### Assignment
Search the listing for the string "التسعين". Copy every line that has it.

### Given information
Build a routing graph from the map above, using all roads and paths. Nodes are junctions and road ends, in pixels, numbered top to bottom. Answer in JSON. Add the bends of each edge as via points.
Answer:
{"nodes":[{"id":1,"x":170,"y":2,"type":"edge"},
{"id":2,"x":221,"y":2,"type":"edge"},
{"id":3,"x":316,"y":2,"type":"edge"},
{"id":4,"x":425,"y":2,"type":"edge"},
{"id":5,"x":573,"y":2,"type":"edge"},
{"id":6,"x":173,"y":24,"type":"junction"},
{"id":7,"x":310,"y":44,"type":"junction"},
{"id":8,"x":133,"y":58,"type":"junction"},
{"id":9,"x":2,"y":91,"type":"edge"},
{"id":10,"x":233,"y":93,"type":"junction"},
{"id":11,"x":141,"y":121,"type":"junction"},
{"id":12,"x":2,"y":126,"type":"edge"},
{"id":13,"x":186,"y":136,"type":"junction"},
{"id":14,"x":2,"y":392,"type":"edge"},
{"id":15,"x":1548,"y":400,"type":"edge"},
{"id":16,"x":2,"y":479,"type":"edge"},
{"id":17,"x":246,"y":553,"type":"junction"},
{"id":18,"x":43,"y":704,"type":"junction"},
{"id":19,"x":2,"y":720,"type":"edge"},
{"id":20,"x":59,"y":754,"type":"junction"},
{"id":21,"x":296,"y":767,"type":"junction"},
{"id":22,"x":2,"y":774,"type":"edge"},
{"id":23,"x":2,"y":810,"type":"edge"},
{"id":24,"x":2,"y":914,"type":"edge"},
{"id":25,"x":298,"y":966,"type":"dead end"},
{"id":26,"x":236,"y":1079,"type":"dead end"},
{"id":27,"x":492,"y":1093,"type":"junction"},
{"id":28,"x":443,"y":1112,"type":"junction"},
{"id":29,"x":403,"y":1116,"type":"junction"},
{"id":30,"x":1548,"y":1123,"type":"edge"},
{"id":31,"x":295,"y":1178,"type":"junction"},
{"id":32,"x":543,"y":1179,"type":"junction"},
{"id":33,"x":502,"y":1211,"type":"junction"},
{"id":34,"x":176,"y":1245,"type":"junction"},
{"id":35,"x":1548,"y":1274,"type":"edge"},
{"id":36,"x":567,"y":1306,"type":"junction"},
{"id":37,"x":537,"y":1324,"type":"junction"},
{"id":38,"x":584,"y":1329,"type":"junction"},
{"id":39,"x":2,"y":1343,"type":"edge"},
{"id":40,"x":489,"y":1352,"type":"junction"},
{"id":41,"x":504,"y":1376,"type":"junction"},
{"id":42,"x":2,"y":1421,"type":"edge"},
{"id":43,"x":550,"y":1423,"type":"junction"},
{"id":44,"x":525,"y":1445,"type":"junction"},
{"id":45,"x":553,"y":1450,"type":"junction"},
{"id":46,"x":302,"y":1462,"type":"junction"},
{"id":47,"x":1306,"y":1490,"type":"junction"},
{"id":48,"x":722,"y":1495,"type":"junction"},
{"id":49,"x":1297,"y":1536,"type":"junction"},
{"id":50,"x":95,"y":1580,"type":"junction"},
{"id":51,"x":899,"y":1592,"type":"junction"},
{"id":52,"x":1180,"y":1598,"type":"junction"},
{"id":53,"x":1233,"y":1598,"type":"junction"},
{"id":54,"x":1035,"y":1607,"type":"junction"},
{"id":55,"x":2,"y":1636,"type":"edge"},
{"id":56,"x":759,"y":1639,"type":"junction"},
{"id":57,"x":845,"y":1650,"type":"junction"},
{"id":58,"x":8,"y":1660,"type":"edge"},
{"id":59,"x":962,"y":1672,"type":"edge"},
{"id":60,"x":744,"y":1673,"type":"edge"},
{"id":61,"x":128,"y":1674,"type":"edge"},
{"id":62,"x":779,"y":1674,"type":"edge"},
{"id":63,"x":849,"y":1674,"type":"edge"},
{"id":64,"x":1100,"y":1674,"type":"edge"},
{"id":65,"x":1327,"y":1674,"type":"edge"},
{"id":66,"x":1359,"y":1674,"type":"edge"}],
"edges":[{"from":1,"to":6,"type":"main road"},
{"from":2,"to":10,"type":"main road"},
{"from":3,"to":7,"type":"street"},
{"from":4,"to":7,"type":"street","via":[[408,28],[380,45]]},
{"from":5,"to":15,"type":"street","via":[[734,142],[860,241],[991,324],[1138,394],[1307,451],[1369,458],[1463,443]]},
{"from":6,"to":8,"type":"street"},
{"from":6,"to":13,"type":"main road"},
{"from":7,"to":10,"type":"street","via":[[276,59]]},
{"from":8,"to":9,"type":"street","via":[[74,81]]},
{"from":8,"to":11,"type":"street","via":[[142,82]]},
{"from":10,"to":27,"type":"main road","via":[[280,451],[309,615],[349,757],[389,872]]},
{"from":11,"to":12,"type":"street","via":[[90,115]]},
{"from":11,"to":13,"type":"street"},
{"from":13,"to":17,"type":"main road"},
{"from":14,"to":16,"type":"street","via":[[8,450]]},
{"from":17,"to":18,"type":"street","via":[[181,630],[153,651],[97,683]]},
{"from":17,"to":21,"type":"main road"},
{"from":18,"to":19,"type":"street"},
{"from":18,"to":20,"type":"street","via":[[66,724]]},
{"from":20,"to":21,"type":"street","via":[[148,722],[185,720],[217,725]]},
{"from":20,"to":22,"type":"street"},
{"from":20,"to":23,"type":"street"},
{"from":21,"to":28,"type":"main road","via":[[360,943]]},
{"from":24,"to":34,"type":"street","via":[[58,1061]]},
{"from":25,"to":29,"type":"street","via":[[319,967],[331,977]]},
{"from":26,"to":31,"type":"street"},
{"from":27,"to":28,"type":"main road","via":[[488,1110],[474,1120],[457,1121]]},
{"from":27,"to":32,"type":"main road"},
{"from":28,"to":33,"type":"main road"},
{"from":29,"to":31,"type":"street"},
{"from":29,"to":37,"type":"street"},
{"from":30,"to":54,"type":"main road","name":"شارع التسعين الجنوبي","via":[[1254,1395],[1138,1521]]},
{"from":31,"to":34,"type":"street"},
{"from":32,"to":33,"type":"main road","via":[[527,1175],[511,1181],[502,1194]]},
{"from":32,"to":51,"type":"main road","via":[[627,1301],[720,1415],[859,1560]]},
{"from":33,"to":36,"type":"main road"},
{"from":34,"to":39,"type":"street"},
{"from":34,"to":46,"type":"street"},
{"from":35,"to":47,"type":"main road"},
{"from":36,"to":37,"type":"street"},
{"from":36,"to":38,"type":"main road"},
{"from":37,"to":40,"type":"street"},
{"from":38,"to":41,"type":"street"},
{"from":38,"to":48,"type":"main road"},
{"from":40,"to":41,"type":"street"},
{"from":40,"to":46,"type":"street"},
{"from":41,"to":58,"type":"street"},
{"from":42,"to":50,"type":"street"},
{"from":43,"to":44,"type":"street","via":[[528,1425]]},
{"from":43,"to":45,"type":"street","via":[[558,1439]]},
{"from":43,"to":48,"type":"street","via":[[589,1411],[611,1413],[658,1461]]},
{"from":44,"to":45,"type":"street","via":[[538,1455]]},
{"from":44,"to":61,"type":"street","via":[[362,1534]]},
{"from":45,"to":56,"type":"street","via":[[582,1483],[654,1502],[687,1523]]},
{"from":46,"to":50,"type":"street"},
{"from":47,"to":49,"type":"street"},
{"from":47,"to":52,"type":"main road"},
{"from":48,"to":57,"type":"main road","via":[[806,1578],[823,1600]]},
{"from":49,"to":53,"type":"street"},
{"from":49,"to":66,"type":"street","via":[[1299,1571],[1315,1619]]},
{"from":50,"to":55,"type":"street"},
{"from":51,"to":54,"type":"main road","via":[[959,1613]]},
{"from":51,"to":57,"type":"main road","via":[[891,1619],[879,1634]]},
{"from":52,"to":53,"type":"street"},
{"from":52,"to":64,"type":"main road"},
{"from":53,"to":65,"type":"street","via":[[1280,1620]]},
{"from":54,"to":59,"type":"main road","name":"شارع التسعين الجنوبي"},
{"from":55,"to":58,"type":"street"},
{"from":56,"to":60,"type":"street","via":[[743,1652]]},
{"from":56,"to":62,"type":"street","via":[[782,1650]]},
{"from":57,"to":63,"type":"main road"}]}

### Response to the task
{"from":30,"to":54,"type":"main road","name":"شارع التسعين الجنوبي","via":[[1254,1395],[1138,1521]]},
{"from":54,"to":59,"type":"main road","name":"شارع التسعين الجنوبي"},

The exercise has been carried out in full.